Autossuficiência é algo relativo, como a consciência, a liberdade, a invariância, as capacidades humanas. É relativo porque está em relação, não é descolada do mundo ao redor, do ambiente, da atmosfera, da gravidade planetária ou galática. Não está separada da vida, está em relação, é relativa à vida.
Autossuficiência é relativa à vida, ou melhor, às condições de vida. E quais são as condições de vida nas cidades? Também são relativas, relativas à consciência das pessoas, à invariância dos seus modos de viver e entender a vida, as condições de vida nas cidades são relativas às capacidades humanas de quem vive a cidade, de quem a pensa, sente, projeta, almeja, desenha, desenvolve, avalia, diagnostica. A autossuficiência das cidades está relacionada com a capacidade que temos de usar nossa consciência e liberdade para compreender o que varia, compreender a variedade de modos e lugares de vida, para diagnosticar o presente, avaliar o passado, almejar desenhar, projetar o futuro. Em relação ao presente, ao passado e ao futuro dos modos e lugares de vida é que desenvolvemos a autossuficiência das cidades, em relação ao ambiente, à atmosfera, em relação as coisas mais variantes e tamb’me às mais invariantes.

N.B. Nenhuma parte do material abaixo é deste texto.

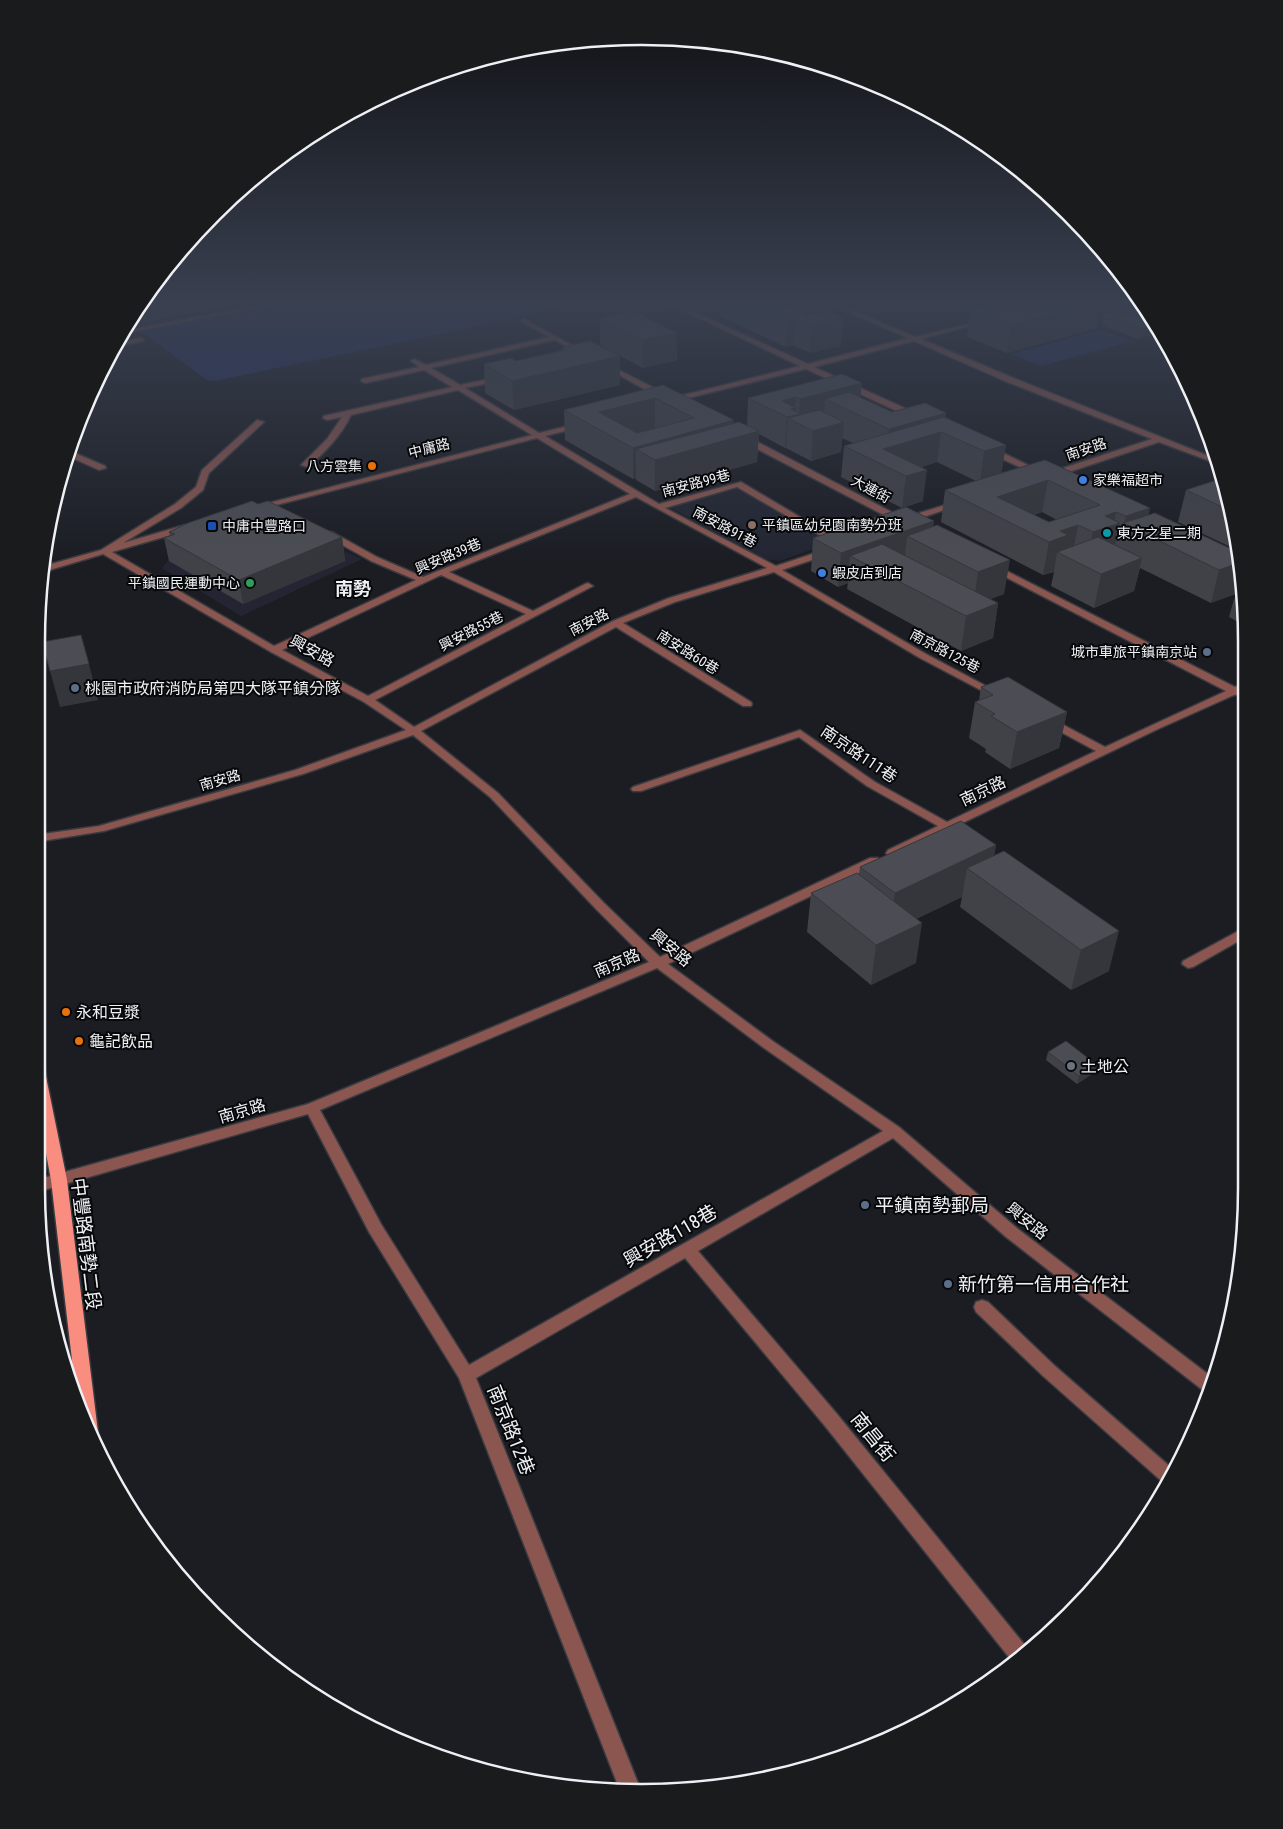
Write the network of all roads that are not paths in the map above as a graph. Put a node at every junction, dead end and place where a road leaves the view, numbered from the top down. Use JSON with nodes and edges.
{"nodes":[{"id":1,"x":454,"y":389,"type":"edge"},
{"id":2,"x":462,"y":389,"type":"edge"},
{"id":3,"x":651,"y":389,"type":"edge"},
{"id":4,"x":719,"y":389,"type":"edge"},
{"id":5,"x":855,"y":389,"type":"edge"},
{"id":6,"x":1038,"y":389,"type":"edge"},
{"id":7,"x":673,"y":401,"type":"junction"},
{"id":8,"x":663,"y":404,"type":"edge"},
{"id":9,"x":682,"y":406,"type":"edge"},
{"id":10,"x":348,"y":412,"type":"junction"},
{"id":11,"x":327,"y":418,"type":"dead end"},
{"id":12,"x":921,"y":419,"type":"edge"},
{"id":13,"x":260,"y":422,"type":"dead end"},
{"id":14,"x":586,"y":423,"type":"edge"},
{"id":15,"x":735,"y":433,"type":"edge"},
{"id":16,"x":538,"y":435,"type":"junction"},
{"id":17,"x":1160,"y":439,"type":"junction"},
{"id":18,"x":984,"y":448,"type":"edge"},
{"id":19,"x":75,"y":456,"type":"edge"},
{"id":20,"x":1209,"y":459,"type":"edge"},
{"id":21,"x":305,"y":466,"type":"dead end"},
{"id":22,"x":102,"y":468,"type":"dead end"},
{"id":23,"x":1051,"y":478,"type":"junction"},
{"id":24,"x":1038,"y":479,"type":"edge"},
{"id":25,"x":636,"y":494,"type":"junction"},
{"id":26,"x":273,"y":502,"type":"junction"},
{"id":27,"x":966,"y":502,"type":"edge"},
{"id":28,"x":658,"y":507,"type":"junction"},
{"id":29,"x":246,"y":510,"type":"edge"},
{"id":30,"x":290,"y":512,"type":"edge"},
{"id":31,"x":191,"y":526,"type":"edge"},
{"id":32,"x":324,"y":531,"type":"edge"},
{"id":33,"x":845,"y":545,"type":"joint"},
{"id":34,"x":104,"y":550,"type":"junction"},
{"id":35,"x":988,"y":564,"type":"edge"},
{"id":36,"x":50,"y":567,"type":"edge"},
{"id":37,"x":775,"y":569,"type":"junction"},
{"id":38,"x":442,"y":572,"type":"junction"},
{"id":39,"x":423,"y":580,"type":"junction"},
{"id":40,"x":588,"y":586,"type":"dead end"},
{"id":41,"x":533,"y":614,"type":"junction"},
{"id":42,"x":616,"y":623,"type":"junction"},
{"id":43,"x":274,"y":650,"type":"junction"},
{"id":44,"x":1238,"y":690,"type":"edge"},
{"id":45,"x":1238,"y":691,"type":"edge"},
{"id":46,"x":368,"y":700,"type":"junction"},
{"id":47,"x":1010,"y":701,"type":"edge"},
{"id":48,"x":747,"y":704,"type":"dead end"},
{"id":49,"x":1044,"y":719,"type":"edge"},
{"id":50,"x":414,"y":731,"type":"junction"},
{"id":51,"x":1105,"y":751,"type":"junction"},
{"id":52,"x":637,"y":789,"type":"dead end"},
{"id":53,"x":946,"y":826,"type":"junction"},
{"id":54,"x":45,"y":838,"type":"edge"},
{"id":55,"x":1238,"y":935,"type":"edge"},
{"id":56,"x":658,"y":963,"type":"junction"},
{"id":57,"x":1188,"y":964,"type":"dead end"},
{"id":58,"x":45,"y":1108,"type":"edge"},
{"id":59,"x":312,"y":1108,"type":"junction"},
{"id":60,"x":894,"y":1131,"type":"junction"},
{"id":61,"x":59,"y":1180,"type":"junction"},
{"id":62,"x":45,"y":1184,"type":"edge"},
{"id":63,"x":687,"y":1249,"type":"junction"},
{"id":64,"x":982,"y":1307,"type":"dead end"},
{"id":65,"x":466,"y":1376,"type":"junction"},
{"id":66,"x":1205,"y":1382,"type":"edge"},
{"id":67,"x":86,"y":1403,"type":"edge"},
{"id":68,"x":1165,"y":1473,"type":"edge"},
{"id":69,"x":1017,"y":1651,"type":"edge"},
{"id":70,"x":628,"y":1784,"type":"edge"}],
"edges":[{"from":1,"to":10,"type":"street"},
{"from":2,"to":16,"type":"street","name":"南安路91巷"},
{"from":3,"to":7,"type":"street"},
{"from":4,"to":7,"type":"street"},
{"from":5,"to":12,"type":"street"},
{"from":6,"to":17,"type":"street"},
{"from":7,"to":8,"type":"street"},
{"from":7,"to":9,"type":"street"},
{"from":10,"to":11,"type":"street"},
{"from":10,"to":21,"type":"street"},
{"from":13,"to":34,"type":"street"},
{"from":14,"to":16,"type":"street","name":"中庸路"},
{"from":15,"to":27,"type":"street","name":"大連街"},
{"from":16,"to":25,"type":"street","name":"南安路91巷"},
{"from":16,"to":26,"type":"street","name":"中庸路"},
{"from":17,"to":20,"type":"street"},
{"from":17,"to":23,"type":"street","name":"南安路"},
{"from":18,"to":23,"type":"street"},
{"from":19,"to":22,"type":"street"},
{"from":23,"to":24,"type":"street","name":"南安路"},
{"from":25,"to":28,"type":"street","name":"南安路91巷"},
{"from":25,"to":38,"type":"street","name":"興安路39巷"},
{"from":26,"to":29,"type":"street","name":"中庸路"},
{"from":26,"to":30,"type":"street"},
{"from":28,"to":33,"type":"street","name":"南安路99巷"},
{"from":28,"to":37,"type":"street","name":"南安路91巷"},
{"from":31,"to":34,"type":"street"},
{"from":32,"to":39,"type":"street"},
{"from":33,"to":37,"type":"street","name":"南安路"},
{"from":34,"to":36,"type":"street"},
{"from":34,"to":43,"type":"street","name":"興安路"},
{"from":35,"to":44,"type":"street"},
{"from":37,"to":42,"type":"street","name":"南安路"},
{"from":37,"to":47,"type":"street","name":"南京路125巷"},
{"from":38,"to":39,"type":"street","name":"興安路39巷"},
{"from":38,"to":41,"type":"street"},
{"from":39,"to":43,"type":"street","name":"興安路39巷"},
{"from":40,"to":41,"type":"street","name":"興安路55巷"},
{"from":41,"to":46,"type":"street","name":"興安路55巷"},
{"from":42,"to":48,"type":"street","name":"南安路60巷"},
{"from":42,"to":50,"type":"street","name":"南安路"},
{"from":43,"to":46,"type":"street","name":"興安路"},
{"from":45,"to":51,"type":"street","name":"南京路"},
{"from":46,"to":50,"type":"street","name":"興安路"},
{"from":49,"to":51,"type":"street"},
{"from":50,"to":54,"type":"street","name":"南安路"},
{"from":50,"to":56,"type":"street","name":"興安路"},
{"from":51,"to":53,"type":"street","name":"南京路"},
{"from":52,"to":53,"type":"street","name":"南京路111巷"},
{"from":53,"to":56,"type":"street","name":"南京路"},
{"from":55,"to":57,"type":"street"},
{"from":56,"to":59,"type":"street","name":"南京路"},
{"from":56,"to":60,"type":"street","name":"興安路"},
{"from":58,"to":61,"type":"main road","name":"中豐路南勢二段"},
{"from":59,"to":61,"type":"street","name":"南京路"},
{"from":59,"to":65,"type":"street","name":"南京路12巷"},
{"from":60,"to":63,"type":"street","name":"興安路118巷"},
{"from":60,"to":66,"type":"street","name":"興安路"},
{"from":61,"to":62,"type":"street","name":"南京路"},
{"from":61,"to":67,"type":"main road","name":"中豐路南勢二段"},
{"from":63,"to":65,"type":"street","name":"興安路118巷"},
{"from":63,"to":69,"type":"street","name":"南昌街"},
{"from":64,"to":68,"type":"street"},
{"from":65,"to":70,"type":"street","name":"南京路12巷"}]}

Cidades autossuficientes são, portanto, um ambiente feito de ambientes interligados, interconectados, capaz de encontrar, diagnosticar, projetar e desenvolver soluções mais inteligentes para a variedade de lugares e modos de vida que são possíveis nas cidades. As cidades podem prover suficiência para uma grande variedade de modos e lugares de vida, para alta qualidade de interagências, de interconexões dos múltiplos ambientes que são partes imanentes do seu mosaico. As cidades são, assim, ecossistemas que incluem e podem incluir enorme riqueza e diversidade de populações, de comunidades, de nichos, indivíduos, famílias, grupos, simbioses, cooperações.
E como diagnosticar e avaliar o grau de autossuficiência das cidades? Ora, sem receita pronta. Não somos peças mecânicas e nem os ambientes em que vivemos o são. Não há receiats prontas, mas há e podem haver indicadores de satisfação da qualidade de vida nas cidades, da capacidade que temos de construir suficiências. Alguns indicadores são simples, outros são feitos de múltiplas variáveis e maior complexidade, mas todos eles apontam para uma direção comum, que é a saúde do ambiente vivido, a saúde desse ecossistema que chamamos cidade. Alguns destes indicadores mostram a água, os alimentos, o ar, o som, a luz; são indicadores que falam sobre a qualidade, a quantidade, a disponibilidade e a acessibilidade da água, dos alimentos, do ar, do som, da luz. São componentes indispensáveis da vida de todos os seres vivos, incluindo os seres humanos, e precisam ser acessíveis e disponíveis em quantidade suficiente e sempre, sempre de excelente qualidade. Alimentos e água de excelente qualidade, disponíveis e acessíveis, ar, som, luz, igualmente. Outros indicadores são mais complexos, pos envolvem múltiplas variáveis encadeadas e indissociáveis. A segurança, a mobilidade, a educação, a cultura, a garantia dos direitos, são componentes também indispensáveis das cidades, e devem ser disponíveis e acessíveis em quantidade suficiente, porém a qualidade é mais sujeita a variações, porque varia conforme a necessidade dos grupos, das comunidades, das populações, famílias, indivíduos. Varia porque as pessoas somos diversos, diferentes, e assim há de ser. A disponibilidade, acessibilidade e quantidade devem estar garantidas, e a garantia da qualidade é construída na interagência das pessoas, porque a cidade é feita com as pessoas.
Outros indicadores aind referem-se ao ambiente construído, ao desenho das múltiplas interfaces das paisagens da cidade, como a drenagem, a iluminação, as moradias, a circulação dos ventos, dos veículos, dos pedestres, do som.
No último século o crescimento das cidades acompanhou os problemas derivados do desordenamento e da desatenção ao que importa, a saúde dos ambientes de vida. Em paralelo, cresceu em abrangência e profundidade a qualidade tecnológica das soluções para estes problemas. Ou seja, conhecemos melhor os problemas, compreendemos melhor o ordenamento e estamos atentos ao desenvolvimento das tecnologias de base ecológica para ampliar a autossuficiência das cidades. É possível assim afirmar que temos condições de produzir cidades autossuficientes em alimentos, em energia, em drenagem, em tratamento, reciclagem e destinação dos resíduos, com alta qualidade na educação, na cultura, na segurança, nas relações sociais, comerciais, ambientais, garantindo acesso e disponibilidade aos brupos e aos indivíduos para explorarem seu máximo potencial criativo em benefício de todos.